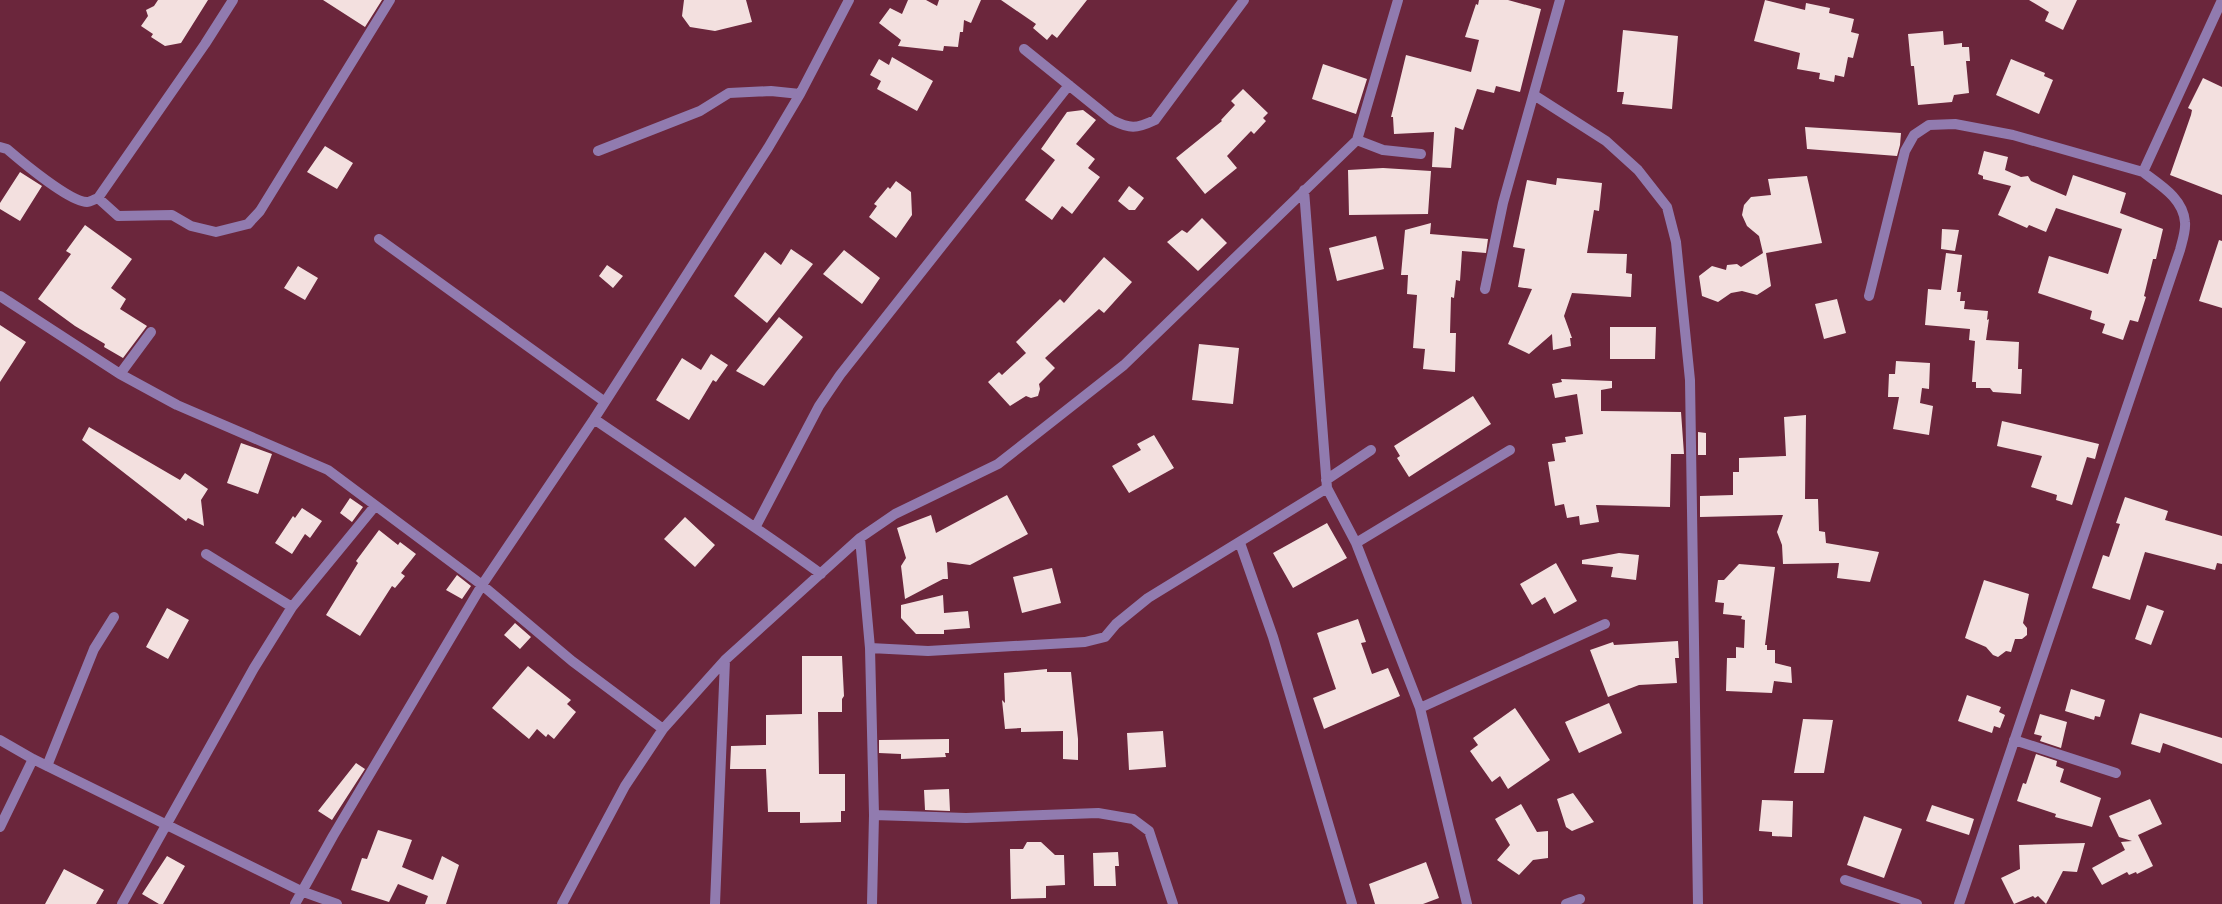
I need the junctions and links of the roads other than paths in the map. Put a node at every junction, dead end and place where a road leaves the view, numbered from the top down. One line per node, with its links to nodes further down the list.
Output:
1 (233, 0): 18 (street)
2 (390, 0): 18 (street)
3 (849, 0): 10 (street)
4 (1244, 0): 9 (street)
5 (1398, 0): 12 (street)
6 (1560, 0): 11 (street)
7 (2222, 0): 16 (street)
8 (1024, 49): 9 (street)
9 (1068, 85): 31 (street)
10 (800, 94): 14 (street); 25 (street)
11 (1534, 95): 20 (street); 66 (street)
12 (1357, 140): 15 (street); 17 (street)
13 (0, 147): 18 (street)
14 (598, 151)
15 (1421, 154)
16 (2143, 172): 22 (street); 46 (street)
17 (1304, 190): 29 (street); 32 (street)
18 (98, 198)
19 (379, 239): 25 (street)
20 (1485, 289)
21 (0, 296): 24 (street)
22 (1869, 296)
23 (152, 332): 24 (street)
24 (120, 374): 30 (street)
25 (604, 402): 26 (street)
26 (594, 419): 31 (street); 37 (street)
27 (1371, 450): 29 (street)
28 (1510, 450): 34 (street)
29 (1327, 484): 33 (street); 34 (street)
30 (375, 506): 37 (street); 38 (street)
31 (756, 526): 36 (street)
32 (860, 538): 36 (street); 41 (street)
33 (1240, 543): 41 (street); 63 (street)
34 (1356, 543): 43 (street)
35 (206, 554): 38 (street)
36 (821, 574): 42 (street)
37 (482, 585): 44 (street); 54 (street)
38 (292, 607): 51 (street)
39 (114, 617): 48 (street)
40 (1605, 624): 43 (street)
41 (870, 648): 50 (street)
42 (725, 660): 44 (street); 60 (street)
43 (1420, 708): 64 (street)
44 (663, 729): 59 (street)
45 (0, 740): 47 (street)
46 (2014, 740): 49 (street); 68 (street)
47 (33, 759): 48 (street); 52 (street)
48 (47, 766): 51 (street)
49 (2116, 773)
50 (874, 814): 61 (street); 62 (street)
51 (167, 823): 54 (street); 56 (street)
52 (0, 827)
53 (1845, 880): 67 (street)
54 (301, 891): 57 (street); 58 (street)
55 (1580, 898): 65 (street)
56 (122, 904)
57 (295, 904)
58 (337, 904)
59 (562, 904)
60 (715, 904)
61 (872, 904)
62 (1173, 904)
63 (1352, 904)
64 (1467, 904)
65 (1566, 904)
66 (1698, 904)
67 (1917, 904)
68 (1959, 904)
******************************
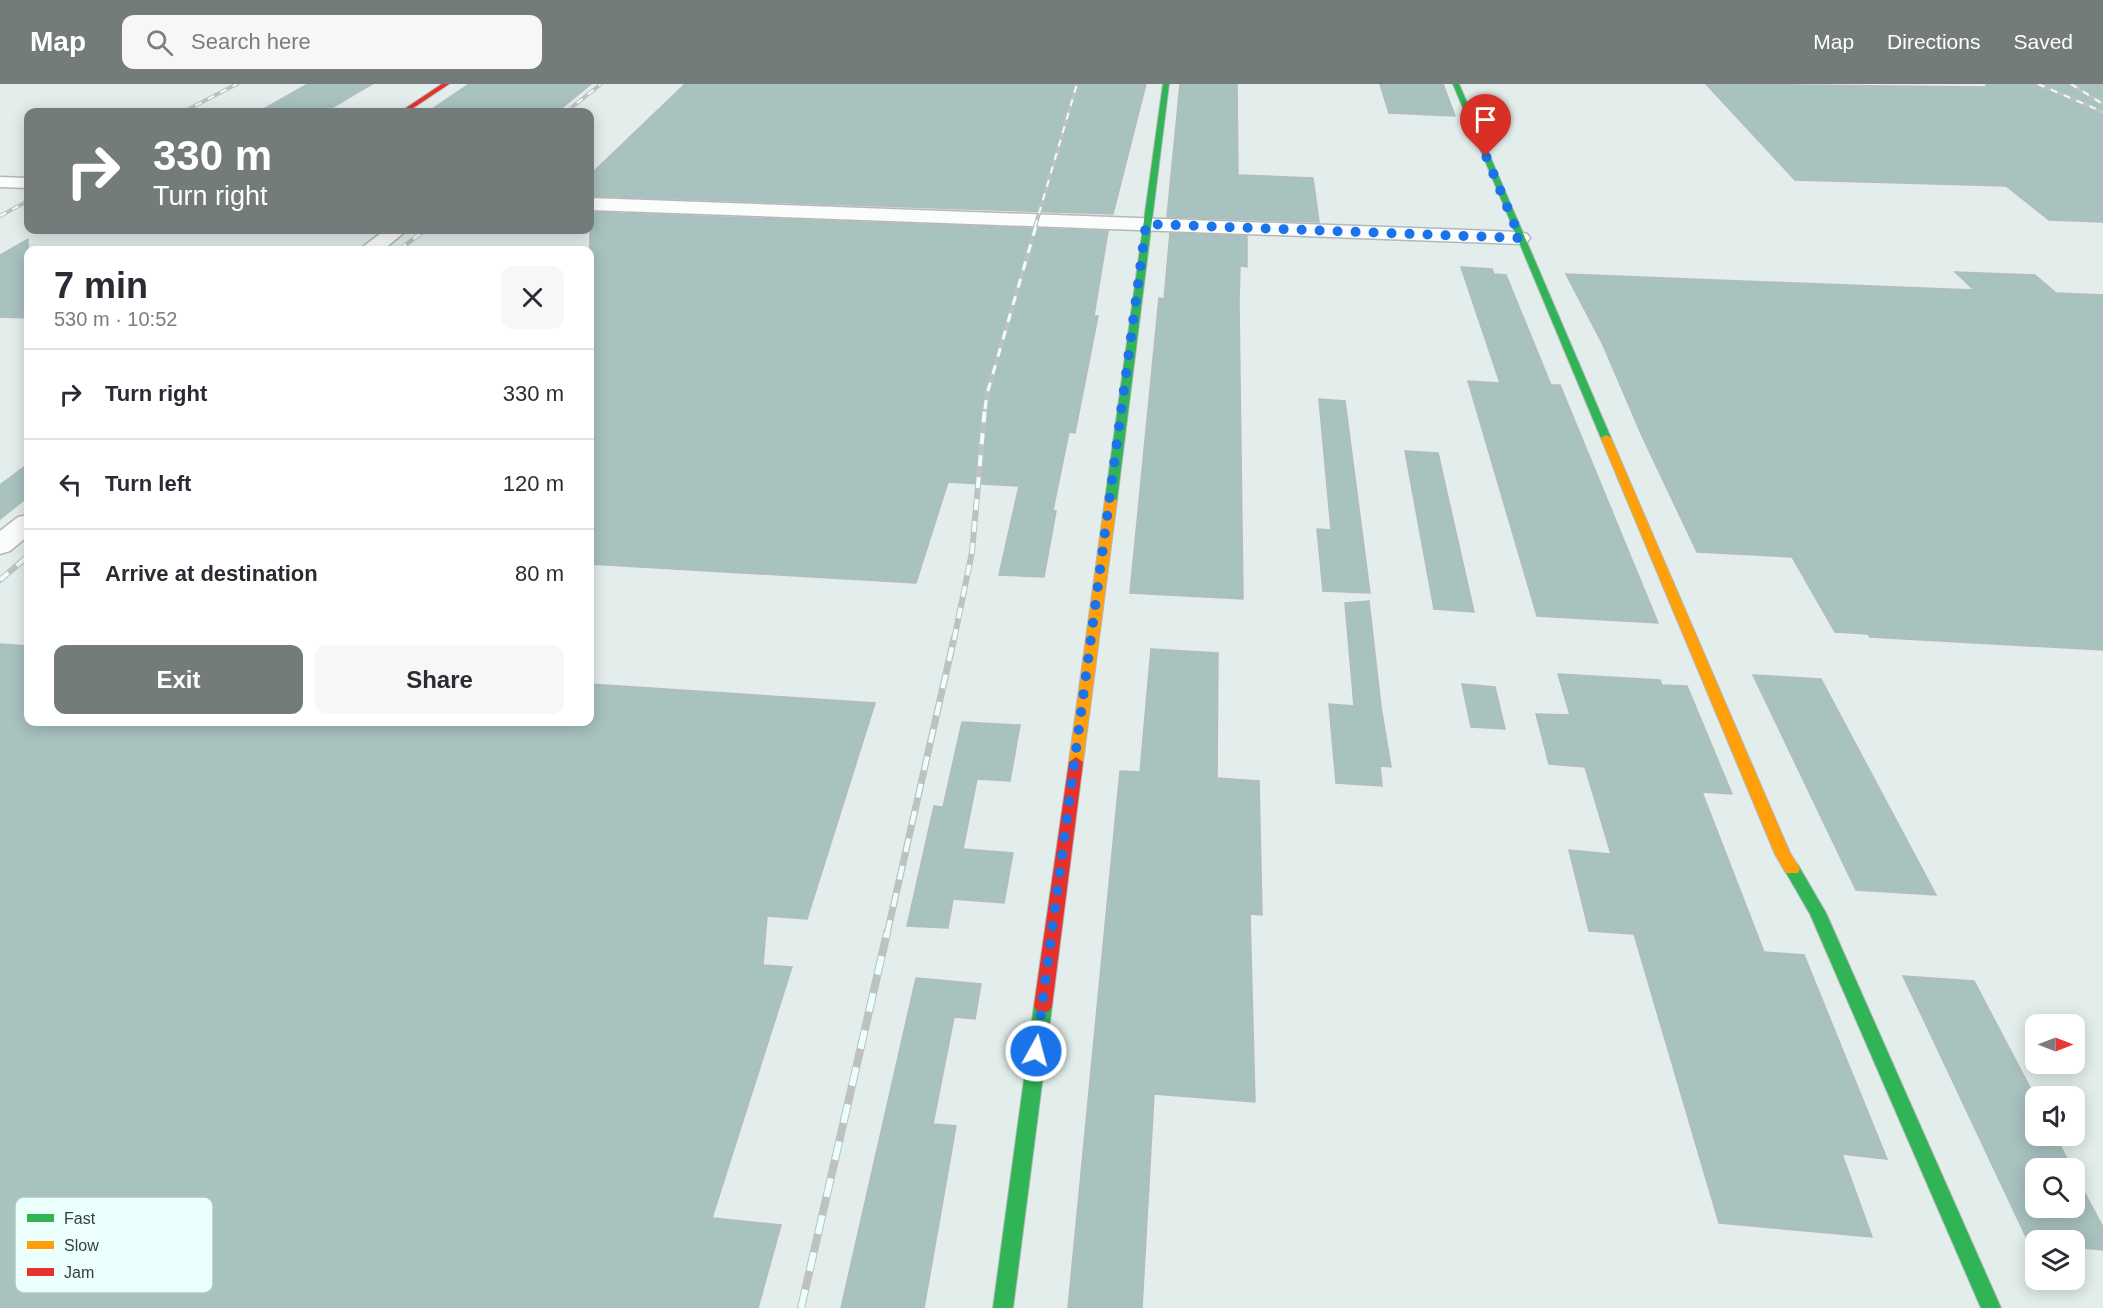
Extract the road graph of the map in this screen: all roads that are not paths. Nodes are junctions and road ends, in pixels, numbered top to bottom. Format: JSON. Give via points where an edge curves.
******************************
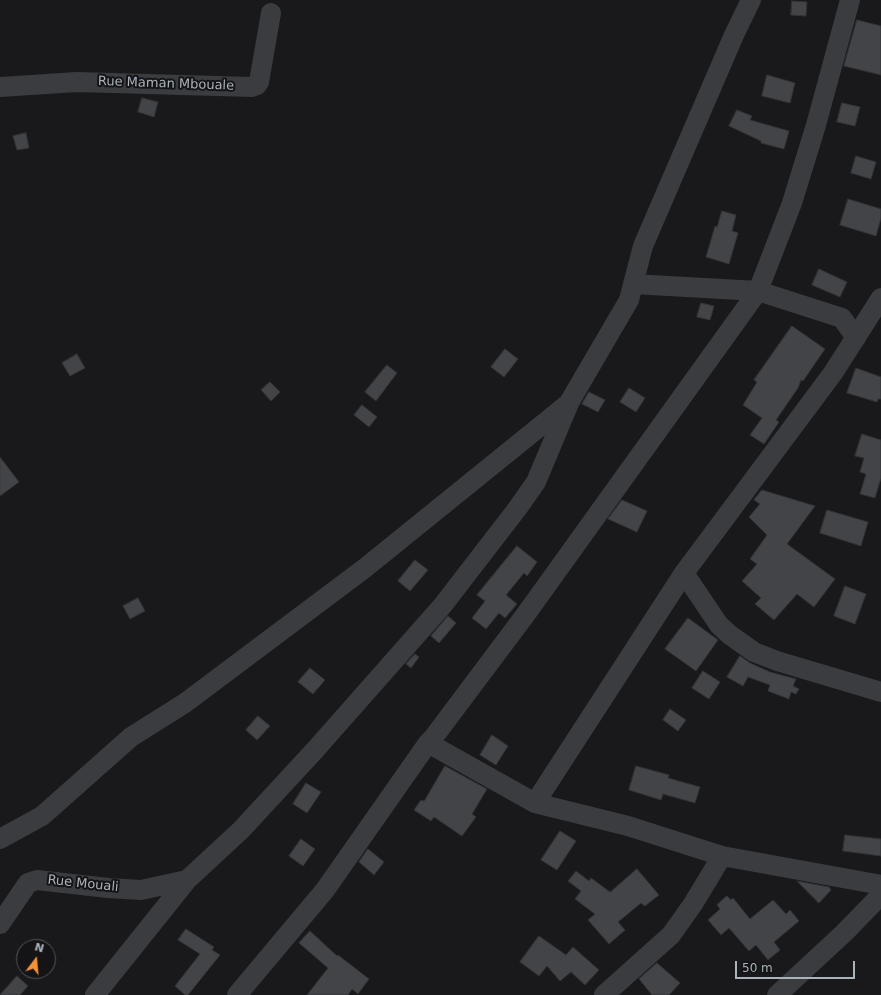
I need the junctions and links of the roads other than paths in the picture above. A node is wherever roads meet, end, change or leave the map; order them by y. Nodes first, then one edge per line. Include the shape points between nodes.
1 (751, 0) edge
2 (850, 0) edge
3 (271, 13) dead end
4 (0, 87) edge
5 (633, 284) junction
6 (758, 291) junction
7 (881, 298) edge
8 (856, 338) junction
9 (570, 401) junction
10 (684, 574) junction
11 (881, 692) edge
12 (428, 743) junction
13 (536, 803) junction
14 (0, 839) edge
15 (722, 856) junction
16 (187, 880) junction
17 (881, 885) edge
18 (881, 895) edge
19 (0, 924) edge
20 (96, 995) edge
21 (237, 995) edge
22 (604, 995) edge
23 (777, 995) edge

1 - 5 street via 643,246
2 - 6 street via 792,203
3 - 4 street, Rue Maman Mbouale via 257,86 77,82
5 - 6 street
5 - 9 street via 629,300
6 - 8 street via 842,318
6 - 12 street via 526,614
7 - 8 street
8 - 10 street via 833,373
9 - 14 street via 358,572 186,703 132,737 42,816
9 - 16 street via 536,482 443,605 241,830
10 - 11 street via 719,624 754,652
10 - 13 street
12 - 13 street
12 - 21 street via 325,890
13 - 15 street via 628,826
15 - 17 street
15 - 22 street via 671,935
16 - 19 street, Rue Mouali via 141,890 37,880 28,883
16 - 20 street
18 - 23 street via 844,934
******************************
◆ **Problem statement**:
Every line above that holds the string "numbered" should be copied out.

◆ **Worked solution**:
I need the junctions and links of the roads other than paths in the map. Put a node at every junction, dead end and place where a road leaves the view, numbered from the top down. One line per node, with its links to nodes further down the list.
Extract the road graph of the map in this screen: all roads that are not paths. Nodes are junctions and road ends, in pixels, numbered top to bottom. Format: JSON. Give via points where an edge curves.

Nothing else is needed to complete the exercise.